**Saved entries**
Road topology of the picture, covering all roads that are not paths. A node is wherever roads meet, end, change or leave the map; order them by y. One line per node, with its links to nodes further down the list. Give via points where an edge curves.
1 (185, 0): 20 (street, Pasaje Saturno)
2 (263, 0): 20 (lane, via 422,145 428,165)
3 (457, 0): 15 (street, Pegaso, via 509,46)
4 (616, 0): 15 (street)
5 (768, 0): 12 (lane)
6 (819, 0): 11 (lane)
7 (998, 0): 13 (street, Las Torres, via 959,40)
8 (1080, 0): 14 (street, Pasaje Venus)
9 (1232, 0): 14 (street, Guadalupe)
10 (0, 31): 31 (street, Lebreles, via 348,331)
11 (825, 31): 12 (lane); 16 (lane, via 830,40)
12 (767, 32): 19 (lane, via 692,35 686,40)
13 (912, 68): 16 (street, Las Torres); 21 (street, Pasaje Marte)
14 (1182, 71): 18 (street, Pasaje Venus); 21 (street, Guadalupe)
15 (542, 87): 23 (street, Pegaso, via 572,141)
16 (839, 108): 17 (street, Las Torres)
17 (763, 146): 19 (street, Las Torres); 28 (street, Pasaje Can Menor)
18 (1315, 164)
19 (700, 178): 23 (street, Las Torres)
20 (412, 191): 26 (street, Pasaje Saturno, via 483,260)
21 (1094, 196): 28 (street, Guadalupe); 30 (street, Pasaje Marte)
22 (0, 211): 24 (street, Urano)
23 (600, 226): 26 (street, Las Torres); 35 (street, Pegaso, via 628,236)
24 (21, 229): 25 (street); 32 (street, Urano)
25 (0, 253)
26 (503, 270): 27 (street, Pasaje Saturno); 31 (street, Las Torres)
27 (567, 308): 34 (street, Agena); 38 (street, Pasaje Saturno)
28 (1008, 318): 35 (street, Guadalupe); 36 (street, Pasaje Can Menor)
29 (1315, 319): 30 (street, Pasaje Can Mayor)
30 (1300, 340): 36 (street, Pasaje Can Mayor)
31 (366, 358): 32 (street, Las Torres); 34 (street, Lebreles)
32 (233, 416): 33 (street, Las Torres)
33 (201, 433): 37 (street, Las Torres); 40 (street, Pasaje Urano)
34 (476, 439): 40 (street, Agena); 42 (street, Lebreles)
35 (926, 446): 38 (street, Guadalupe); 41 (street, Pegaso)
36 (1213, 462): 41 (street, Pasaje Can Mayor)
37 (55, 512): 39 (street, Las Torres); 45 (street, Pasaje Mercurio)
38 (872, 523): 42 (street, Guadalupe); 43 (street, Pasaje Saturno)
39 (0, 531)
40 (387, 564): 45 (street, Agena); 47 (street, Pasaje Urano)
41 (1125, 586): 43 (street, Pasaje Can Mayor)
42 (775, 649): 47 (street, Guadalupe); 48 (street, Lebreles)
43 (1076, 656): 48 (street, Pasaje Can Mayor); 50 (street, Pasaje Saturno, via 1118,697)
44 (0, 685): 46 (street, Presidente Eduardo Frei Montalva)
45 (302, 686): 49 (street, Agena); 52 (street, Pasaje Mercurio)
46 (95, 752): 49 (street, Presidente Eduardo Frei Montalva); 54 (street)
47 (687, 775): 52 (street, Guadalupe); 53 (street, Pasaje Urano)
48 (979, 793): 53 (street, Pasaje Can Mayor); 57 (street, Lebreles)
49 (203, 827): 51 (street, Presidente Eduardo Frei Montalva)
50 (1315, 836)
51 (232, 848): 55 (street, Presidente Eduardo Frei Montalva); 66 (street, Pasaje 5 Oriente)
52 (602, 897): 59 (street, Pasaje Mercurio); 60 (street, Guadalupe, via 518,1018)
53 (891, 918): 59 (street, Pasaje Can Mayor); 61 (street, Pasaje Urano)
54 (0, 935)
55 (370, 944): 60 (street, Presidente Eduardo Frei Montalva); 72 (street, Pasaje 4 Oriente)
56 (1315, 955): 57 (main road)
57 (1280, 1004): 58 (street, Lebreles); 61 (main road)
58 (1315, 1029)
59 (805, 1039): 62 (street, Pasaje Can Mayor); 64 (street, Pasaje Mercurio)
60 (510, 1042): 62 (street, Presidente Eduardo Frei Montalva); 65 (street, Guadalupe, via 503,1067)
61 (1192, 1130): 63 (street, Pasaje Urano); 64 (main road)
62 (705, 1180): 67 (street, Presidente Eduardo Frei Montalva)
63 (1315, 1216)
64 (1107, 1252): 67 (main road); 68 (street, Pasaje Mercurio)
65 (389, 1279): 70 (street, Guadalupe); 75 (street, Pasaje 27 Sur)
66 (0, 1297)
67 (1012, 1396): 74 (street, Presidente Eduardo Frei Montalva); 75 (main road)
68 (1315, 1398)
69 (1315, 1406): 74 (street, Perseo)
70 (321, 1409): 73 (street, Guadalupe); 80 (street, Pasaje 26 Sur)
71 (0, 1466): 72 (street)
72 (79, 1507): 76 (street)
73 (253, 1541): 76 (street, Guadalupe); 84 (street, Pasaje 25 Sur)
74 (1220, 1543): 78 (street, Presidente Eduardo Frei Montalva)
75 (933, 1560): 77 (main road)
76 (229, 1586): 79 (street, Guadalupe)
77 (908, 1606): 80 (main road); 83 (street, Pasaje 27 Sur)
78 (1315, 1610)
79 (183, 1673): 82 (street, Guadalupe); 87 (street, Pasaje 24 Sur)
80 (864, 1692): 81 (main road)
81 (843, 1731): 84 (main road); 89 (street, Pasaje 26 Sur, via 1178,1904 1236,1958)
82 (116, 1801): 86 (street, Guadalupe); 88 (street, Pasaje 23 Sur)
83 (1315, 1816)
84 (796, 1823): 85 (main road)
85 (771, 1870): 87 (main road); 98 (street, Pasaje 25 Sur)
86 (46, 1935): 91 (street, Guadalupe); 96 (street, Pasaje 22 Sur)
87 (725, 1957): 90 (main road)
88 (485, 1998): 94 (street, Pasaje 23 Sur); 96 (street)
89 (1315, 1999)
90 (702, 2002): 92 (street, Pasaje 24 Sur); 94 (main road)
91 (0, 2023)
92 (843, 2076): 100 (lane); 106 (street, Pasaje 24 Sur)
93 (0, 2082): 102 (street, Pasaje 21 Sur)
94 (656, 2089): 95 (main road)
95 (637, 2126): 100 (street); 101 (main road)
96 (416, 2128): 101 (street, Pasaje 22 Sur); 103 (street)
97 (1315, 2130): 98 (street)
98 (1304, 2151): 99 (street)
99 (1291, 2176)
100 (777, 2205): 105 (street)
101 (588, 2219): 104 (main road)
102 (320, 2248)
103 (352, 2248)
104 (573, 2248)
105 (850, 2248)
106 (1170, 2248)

**AIM OF THE EXERCISE**
Where the string "lane" turns up in a line of the data above, copy that whole line.

**OUTPUT OF THE TASK**
2 (263, 0): 20 (lane, via 422,145 428,165)
5 (768, 0): 12 (lane)
6 (819, 0): 11 (lane)
11 (825, 31): 12 (lane); 16 (lane, via 830,40)
12 (767, 32): 19 (lane, via 692,35 686,40)
92 (843, 2076): 100 (lane); 106 (street, Pasaje 24 Sur)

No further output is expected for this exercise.